▸ What you should do
Look for "Left" in each line of the records, and copy the lines that have it.
─── Extracted entries
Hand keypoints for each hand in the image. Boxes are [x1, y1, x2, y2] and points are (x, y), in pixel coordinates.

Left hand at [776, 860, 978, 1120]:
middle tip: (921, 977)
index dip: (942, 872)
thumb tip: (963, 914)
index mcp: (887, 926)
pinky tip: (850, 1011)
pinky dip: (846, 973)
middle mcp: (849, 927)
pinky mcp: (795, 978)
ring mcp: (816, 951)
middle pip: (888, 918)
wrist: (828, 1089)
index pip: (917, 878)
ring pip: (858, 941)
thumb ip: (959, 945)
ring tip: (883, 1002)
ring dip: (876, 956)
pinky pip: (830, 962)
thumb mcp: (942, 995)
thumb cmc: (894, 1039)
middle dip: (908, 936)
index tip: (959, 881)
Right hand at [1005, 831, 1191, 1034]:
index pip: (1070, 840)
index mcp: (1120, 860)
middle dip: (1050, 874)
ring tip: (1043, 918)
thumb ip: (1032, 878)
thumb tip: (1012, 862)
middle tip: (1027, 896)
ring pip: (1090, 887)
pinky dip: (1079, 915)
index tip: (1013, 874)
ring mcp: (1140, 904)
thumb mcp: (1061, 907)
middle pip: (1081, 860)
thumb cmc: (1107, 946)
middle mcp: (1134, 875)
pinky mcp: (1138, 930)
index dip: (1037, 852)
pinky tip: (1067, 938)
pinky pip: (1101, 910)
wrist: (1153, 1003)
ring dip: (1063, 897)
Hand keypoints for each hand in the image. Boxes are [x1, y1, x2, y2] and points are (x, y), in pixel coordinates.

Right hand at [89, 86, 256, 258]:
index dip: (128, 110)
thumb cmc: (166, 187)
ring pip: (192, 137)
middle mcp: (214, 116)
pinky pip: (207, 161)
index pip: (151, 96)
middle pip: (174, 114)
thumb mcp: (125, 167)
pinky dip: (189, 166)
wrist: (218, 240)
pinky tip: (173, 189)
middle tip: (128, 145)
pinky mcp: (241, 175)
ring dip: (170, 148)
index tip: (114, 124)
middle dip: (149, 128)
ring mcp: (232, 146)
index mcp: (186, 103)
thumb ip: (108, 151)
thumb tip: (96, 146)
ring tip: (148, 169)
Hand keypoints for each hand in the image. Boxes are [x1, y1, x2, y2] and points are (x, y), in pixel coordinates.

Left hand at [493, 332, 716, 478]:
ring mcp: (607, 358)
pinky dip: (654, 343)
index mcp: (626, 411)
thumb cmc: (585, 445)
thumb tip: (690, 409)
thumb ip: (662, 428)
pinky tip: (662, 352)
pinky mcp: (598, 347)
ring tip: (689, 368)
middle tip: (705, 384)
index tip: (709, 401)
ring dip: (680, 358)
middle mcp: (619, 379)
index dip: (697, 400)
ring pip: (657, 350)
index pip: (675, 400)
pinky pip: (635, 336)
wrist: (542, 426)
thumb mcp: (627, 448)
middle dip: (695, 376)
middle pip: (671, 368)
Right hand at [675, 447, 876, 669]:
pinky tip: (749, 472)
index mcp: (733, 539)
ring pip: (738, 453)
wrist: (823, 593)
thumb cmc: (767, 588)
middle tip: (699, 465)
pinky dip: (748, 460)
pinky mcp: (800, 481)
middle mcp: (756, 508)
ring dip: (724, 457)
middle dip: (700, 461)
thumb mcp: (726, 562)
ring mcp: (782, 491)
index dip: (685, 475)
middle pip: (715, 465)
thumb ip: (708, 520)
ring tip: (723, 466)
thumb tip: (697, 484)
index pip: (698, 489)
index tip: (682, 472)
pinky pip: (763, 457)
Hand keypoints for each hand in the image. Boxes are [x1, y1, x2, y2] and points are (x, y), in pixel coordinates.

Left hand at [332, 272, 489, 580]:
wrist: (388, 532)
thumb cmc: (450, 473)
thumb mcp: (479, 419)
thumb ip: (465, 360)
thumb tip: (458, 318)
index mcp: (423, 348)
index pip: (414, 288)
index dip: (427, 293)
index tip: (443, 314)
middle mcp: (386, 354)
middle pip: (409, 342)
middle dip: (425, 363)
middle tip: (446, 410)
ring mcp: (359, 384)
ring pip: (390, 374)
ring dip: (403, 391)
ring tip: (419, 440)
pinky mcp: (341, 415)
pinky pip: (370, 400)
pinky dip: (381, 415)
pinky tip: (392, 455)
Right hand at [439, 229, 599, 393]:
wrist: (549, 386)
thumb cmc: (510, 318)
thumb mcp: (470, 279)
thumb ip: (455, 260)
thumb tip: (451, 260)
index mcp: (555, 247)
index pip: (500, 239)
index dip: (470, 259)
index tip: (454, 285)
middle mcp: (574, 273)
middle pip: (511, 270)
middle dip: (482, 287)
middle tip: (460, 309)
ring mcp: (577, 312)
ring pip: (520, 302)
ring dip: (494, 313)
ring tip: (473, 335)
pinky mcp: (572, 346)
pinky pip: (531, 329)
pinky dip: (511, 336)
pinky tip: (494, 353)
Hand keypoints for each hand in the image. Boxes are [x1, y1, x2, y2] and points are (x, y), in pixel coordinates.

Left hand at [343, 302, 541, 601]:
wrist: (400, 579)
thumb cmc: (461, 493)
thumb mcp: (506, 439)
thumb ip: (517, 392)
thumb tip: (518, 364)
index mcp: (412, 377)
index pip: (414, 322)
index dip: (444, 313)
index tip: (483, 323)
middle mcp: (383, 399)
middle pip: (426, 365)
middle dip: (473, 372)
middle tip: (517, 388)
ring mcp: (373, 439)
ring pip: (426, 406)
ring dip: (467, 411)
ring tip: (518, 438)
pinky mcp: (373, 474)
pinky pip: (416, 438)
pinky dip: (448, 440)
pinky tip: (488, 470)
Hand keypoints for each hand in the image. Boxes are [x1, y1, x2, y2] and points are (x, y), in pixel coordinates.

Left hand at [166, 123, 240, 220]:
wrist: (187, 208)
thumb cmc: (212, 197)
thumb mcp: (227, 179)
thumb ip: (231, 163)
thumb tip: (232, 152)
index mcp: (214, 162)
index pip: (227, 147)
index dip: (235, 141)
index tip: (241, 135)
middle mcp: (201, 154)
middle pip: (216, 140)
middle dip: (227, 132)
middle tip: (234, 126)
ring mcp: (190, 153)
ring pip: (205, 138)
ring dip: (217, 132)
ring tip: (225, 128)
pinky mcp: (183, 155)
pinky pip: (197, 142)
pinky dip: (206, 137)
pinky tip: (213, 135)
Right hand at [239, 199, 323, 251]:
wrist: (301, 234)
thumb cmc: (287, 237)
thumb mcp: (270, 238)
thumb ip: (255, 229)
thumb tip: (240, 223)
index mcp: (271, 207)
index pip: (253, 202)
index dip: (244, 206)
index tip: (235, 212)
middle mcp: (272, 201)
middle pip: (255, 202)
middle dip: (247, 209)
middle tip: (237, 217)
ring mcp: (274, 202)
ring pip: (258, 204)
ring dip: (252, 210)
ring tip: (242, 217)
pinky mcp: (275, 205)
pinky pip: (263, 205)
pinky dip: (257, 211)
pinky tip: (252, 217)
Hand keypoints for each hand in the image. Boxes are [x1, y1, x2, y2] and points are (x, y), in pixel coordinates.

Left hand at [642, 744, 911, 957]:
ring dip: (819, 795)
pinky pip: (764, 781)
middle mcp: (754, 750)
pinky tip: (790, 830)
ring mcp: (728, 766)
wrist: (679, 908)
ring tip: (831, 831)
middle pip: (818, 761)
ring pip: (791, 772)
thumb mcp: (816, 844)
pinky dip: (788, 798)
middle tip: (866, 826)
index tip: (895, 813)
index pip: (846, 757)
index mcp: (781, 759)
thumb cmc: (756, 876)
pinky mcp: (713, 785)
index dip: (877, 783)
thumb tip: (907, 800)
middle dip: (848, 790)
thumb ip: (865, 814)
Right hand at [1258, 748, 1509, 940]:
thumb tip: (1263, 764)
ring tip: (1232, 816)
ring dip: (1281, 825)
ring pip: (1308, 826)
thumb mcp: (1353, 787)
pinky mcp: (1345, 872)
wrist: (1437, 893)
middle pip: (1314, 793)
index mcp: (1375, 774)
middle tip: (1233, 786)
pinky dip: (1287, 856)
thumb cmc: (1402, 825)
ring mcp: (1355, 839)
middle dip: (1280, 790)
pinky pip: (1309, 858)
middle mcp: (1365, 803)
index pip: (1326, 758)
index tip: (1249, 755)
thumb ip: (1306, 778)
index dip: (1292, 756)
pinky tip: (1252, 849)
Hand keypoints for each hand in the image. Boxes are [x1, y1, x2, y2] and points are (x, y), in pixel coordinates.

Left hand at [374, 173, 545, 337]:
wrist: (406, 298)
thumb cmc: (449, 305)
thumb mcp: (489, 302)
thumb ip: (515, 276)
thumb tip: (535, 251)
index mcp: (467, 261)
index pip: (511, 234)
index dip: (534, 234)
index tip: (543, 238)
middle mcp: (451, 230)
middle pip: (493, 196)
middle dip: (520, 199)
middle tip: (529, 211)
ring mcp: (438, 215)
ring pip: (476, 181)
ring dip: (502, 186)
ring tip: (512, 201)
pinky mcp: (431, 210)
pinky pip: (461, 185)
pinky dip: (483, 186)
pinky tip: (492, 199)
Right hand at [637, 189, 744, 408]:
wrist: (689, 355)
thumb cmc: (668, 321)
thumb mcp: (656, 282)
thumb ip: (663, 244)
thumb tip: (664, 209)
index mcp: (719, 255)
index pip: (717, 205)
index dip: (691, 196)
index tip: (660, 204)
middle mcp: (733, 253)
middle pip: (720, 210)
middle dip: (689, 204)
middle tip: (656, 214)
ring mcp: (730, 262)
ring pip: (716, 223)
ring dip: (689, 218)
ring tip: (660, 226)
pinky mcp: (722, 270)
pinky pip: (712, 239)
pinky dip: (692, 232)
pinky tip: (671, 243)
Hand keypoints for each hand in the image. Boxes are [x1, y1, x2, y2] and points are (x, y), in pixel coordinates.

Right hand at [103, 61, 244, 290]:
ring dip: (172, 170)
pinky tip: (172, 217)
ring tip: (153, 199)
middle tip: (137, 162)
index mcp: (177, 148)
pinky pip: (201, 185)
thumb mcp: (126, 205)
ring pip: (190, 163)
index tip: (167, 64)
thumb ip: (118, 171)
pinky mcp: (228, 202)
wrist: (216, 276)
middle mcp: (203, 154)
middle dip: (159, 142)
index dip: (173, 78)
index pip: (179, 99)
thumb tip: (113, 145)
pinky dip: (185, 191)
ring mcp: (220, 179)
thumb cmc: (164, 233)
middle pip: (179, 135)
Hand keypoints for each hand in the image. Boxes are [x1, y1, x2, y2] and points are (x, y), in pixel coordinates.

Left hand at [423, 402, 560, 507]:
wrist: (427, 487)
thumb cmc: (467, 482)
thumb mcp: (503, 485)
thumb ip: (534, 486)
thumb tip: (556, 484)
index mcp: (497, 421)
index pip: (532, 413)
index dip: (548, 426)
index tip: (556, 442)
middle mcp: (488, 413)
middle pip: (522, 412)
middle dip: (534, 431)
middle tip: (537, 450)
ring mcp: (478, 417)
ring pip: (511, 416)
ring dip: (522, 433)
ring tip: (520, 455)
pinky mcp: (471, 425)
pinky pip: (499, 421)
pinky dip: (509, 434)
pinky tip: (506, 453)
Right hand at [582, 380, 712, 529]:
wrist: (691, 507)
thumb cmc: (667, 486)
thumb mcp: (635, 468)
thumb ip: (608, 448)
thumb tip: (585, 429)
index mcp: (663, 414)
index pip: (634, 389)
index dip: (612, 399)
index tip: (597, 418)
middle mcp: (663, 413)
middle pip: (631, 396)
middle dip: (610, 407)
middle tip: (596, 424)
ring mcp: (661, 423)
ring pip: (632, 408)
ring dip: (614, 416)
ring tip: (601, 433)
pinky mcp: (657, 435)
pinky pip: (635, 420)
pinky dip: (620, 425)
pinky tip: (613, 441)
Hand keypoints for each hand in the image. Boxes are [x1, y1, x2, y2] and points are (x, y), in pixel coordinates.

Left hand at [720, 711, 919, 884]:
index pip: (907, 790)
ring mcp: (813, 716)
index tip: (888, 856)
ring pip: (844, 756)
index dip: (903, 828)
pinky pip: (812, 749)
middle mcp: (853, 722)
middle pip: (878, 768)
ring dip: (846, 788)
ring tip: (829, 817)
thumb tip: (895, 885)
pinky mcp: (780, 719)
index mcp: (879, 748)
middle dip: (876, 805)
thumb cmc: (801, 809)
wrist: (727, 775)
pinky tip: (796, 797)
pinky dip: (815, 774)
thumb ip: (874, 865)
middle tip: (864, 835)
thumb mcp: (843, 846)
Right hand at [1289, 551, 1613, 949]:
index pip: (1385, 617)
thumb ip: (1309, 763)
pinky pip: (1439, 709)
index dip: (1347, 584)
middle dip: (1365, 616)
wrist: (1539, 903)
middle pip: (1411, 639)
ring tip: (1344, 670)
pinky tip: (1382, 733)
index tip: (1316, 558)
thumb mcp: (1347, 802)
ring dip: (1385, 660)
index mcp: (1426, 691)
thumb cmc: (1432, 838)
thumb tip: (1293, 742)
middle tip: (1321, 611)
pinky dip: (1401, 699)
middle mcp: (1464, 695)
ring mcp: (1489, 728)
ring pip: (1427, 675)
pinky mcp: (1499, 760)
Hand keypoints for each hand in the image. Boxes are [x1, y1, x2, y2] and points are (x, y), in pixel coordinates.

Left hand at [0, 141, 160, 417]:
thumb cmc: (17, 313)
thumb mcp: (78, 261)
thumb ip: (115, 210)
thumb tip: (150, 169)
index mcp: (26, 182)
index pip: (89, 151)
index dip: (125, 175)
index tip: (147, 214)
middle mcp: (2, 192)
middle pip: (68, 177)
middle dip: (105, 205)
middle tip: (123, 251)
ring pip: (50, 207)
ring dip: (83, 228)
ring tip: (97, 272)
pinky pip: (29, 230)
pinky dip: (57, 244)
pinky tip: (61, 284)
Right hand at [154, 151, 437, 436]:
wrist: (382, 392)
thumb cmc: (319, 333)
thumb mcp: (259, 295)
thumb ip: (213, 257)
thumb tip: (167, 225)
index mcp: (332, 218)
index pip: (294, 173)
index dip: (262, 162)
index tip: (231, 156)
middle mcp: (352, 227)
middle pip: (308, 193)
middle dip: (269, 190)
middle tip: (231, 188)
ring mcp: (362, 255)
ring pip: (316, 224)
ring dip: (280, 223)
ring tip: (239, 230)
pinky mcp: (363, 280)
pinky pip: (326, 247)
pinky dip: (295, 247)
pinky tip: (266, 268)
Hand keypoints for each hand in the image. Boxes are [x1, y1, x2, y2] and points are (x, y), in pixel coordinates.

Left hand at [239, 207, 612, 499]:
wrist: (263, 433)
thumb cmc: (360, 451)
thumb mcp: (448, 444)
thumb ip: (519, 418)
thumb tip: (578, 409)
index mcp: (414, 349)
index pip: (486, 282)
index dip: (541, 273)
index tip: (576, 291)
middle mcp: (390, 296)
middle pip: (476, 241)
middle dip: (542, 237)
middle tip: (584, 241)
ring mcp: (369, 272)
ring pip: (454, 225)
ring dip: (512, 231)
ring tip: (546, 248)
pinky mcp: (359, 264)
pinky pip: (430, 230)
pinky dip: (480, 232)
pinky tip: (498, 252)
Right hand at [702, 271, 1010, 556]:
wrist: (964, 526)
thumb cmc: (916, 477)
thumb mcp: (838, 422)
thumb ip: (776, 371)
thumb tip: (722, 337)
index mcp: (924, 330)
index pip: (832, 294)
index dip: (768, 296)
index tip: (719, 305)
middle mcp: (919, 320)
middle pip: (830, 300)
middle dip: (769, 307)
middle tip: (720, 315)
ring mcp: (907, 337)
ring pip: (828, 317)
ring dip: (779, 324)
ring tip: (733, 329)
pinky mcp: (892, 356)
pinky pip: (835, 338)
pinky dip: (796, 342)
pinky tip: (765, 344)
──────
▸ Solution to this exercise
Left hand at [776, 860, 978, 1120]:
Left hand at [493, 332, 716, 478]:
Left hand at [332, 272, 489, 580]:
Left hand at [343, 302, 541, 601]:
Left hand at [166, 123, 240, 220]:
Left hand at [642, 744, 911, 957]:
Left hand at [374, 173, 545, 337]:
Left hand at [423, 402, 560, 507]:
Left hand at [720, 711, 919, 884]:
Left hand at [0, 141, 160, 417]:
Left hand at [239, 207, 612, 499]:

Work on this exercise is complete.